State of play: Work-from-home policies and continued use of virtual care are forcing accountability.
- “It’s very common for healthcare systems to say they’re planning a 50% reduction in their administrative space requirements. That’s a huge reduction,” said Jay Johnson, chief executive of JLL, a commercial real estate company. who wrote a recent health report. care real estate trends.
- They seek to get creative, for example by renegotiating deals with landlords for less square footage over a longer rental period or identifying underutilized clinical space and mothballing it or reallocating it to more productive uses, Johnson said.
- Penn Medicine recently determined that only 10% of its 600,000 square feet of administrative space is in use, health system real estate expert Allison Wilson-Maher said at a recent event hosted by Bisnow.
- “That’s a lot of space not to be used. So we are recycling 300,000 square feet for a different use because we own it. And the remaining 300,000 square feet, we’ll probably give up and go somewhere to shore up a much smaller footprint,” Wilson-Maher said, according to Bisnow.
Yes, but: On the clinical side, there’s closer to a 15% to 20% reduction in space for many healthcare systems, Johnson said.
- The surge in telehealth is also dampening the demand for medical office space, especially in less severe facilities like urgent care centers, experts say.
- But it’s still unclear what long-term impact telehealth will have on in-person volumes. The growing aging population may offset some of the reduced clinical space requirements, Johnson said.
The plot: In my years of reporting on hospitals, nothing can piss people off more than talking about parking. But demand is actually still much lower than it was before the pandemic, Johnson said.

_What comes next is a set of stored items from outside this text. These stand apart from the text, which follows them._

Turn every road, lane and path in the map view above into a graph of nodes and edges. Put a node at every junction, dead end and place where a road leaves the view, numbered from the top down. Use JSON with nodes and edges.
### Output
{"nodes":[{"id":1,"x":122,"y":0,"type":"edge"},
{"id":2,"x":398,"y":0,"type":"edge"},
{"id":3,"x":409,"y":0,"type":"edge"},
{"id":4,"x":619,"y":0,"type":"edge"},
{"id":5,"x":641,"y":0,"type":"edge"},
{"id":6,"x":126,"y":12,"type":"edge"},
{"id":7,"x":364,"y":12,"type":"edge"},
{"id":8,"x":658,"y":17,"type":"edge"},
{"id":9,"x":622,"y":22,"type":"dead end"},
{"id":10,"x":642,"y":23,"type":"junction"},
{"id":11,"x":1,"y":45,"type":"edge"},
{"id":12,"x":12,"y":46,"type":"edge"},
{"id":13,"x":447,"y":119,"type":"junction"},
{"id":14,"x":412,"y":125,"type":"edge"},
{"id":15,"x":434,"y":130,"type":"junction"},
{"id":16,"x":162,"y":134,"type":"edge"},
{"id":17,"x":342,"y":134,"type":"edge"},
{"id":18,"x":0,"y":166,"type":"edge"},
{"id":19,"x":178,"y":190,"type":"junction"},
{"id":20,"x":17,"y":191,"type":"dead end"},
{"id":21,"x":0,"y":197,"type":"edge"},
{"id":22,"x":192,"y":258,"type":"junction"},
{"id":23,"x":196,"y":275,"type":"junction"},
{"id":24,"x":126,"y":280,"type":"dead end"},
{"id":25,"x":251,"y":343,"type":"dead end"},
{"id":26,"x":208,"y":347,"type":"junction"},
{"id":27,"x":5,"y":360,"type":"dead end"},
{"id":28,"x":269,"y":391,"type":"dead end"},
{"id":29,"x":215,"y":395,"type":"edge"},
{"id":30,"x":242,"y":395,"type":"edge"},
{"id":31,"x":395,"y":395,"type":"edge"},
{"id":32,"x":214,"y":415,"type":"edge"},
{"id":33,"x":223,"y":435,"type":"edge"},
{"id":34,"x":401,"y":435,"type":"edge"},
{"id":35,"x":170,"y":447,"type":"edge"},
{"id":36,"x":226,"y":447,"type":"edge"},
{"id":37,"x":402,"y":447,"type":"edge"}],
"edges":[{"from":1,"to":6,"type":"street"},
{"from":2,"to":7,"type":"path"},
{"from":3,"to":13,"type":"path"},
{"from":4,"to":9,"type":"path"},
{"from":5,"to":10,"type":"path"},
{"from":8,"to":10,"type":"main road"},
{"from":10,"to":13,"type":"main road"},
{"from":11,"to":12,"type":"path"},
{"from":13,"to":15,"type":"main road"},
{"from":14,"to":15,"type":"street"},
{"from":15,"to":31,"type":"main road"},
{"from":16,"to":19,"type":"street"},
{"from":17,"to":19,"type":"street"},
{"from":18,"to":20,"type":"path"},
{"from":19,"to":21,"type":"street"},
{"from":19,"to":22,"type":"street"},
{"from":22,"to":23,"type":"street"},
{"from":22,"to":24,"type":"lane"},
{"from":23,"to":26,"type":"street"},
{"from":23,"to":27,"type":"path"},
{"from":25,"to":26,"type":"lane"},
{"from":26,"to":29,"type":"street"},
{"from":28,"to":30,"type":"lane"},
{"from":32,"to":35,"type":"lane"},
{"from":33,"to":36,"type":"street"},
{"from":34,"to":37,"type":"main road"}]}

- “It’s always a problem, but who’s parking, right? It’s the patients and the staff. And a lot of hospitals have cut their administrative staff sharply. [working] in their hospitals and that freed up places,” Johnson said.
Be smart: It’s clear the pandemic has changed the way many healthcare systems thought about how they wanted to use their space, said Lisa Goldstein, senior vice president at Kaufman Hall.
- “We’ve seen many organizations put a pause on strategic capital and go back to the drawing board and reevaluate,” Goldstein said. “Construction costs are rising. How many beds do we really need? Do we need more or less based on what we’ve learned?”
- For example, South Dakota-based Sanford Health announced in August that it had suspended a Minnesota hospital project, citing uncertain times.
- Carilion Health also postponed construction of a major new mental health care facility in Roanoke, Va., citing negative financial impacts of the pandemic, the Roanoke Times reported.
- In July, Provident Health suspended an eight-story construction project in Cook County, Illinois, due to soaring costs, officials said they would re-evaluate plans.
The bottom line: We often think of health systems as important employers in a community or essential service providers.
- But the pandemic and the economy show how potentially they can fluctuate property prices or dampen business development.